魔法少女少年の個性バグりすぎてハゲそうなんだけど、死ぬ3



「お前、どこ行てたんや」


 部屋から出て1階に降りると丁度兄貴が廊下に居た。鬼の形相をしたクソ兄貴は私を見るなり顔を真っ赤にさせて怒鳴りつけてくる。

 聞きなれた低い不機嫌な声に気持ち悪さと寒気がしてきたけどいるだけで体調不良を起こす存在ってヤバすぎると思う、疫病神ってあだ名がピッタリだわ。


「上におっただけなんやけど。なんや、私がどこ行こうが私の勝手やろ」


 いつもだったらさっさと会話を終わらせるためにコイツが満足するような言葉を言うけど魔法少女とやらになった今、少し強めでいく。今までの私とは違うからな、かかってこいクソ野郎。

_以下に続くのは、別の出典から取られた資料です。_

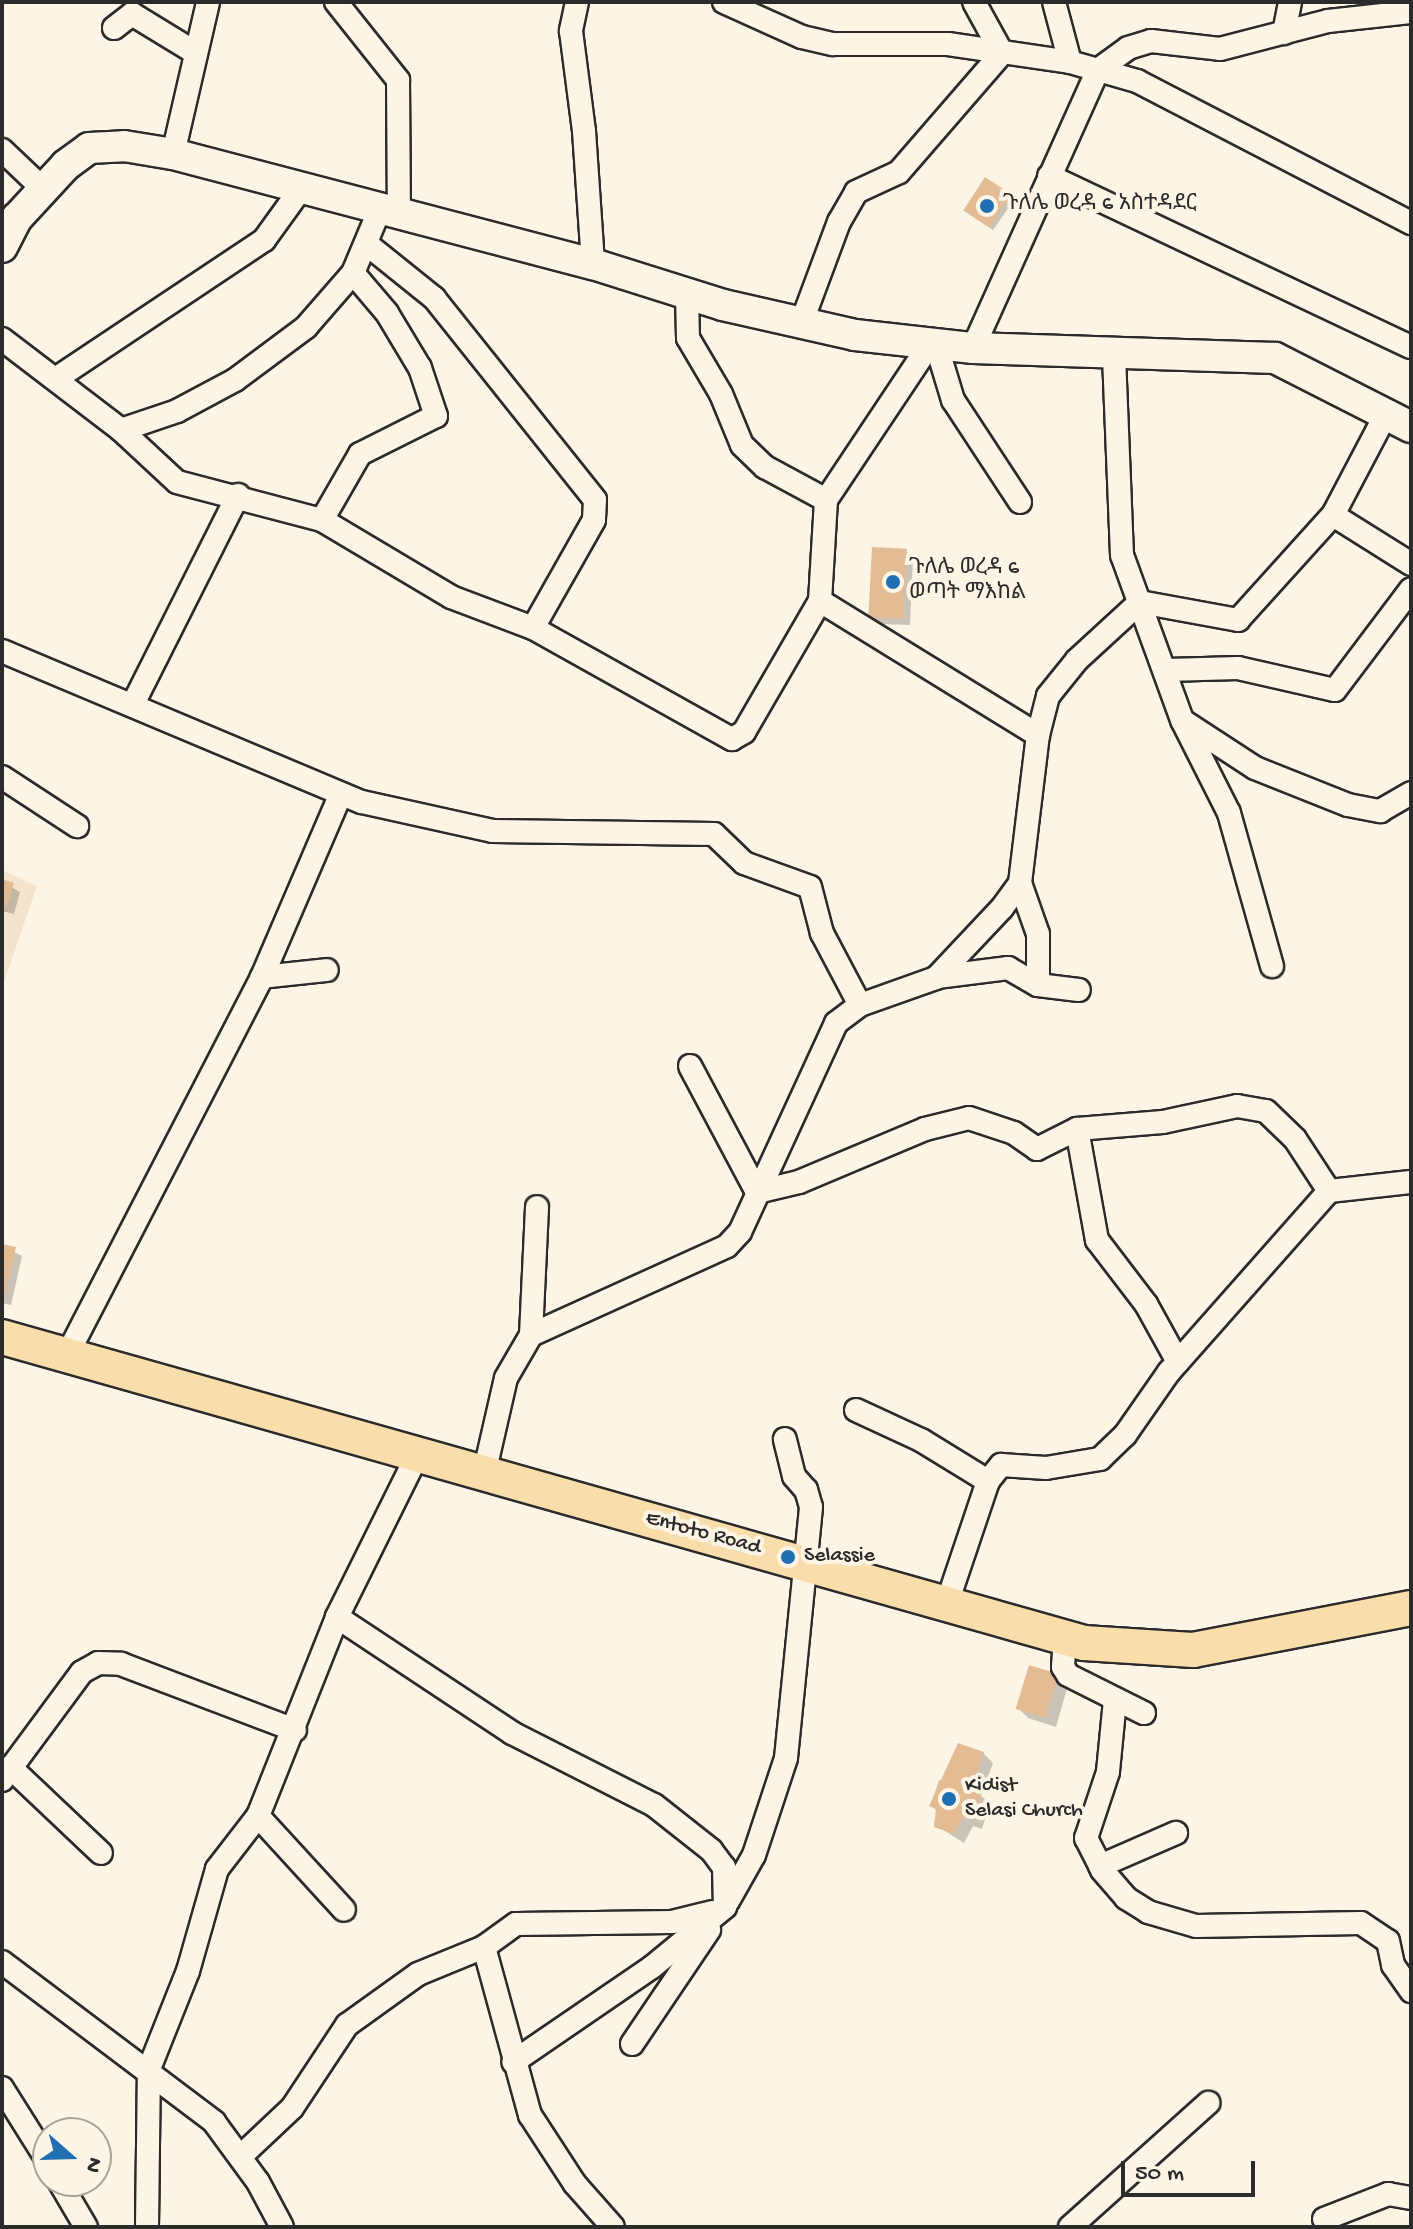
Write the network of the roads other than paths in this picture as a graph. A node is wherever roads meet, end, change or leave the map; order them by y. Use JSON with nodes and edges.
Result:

 今まではチビでなかなか対抗できなかったが今の私は強い、強いから覚悟しな。


「あ?なんやその態度。それが兄に対しての態度か、ああぁ?テメェ舐めてんじゃねぇぞこら」


 いつの時代の不良だコイツは……こんな言葉滅多に聞かないぞ、ダサイって気が付かないのかコイツ。あまり煽りすぎたら何をするか分からないので黙って私は兄貴を睨む。まぁ私のおめめは何をしてなくても睨んでるように見えるおめめなんですけど。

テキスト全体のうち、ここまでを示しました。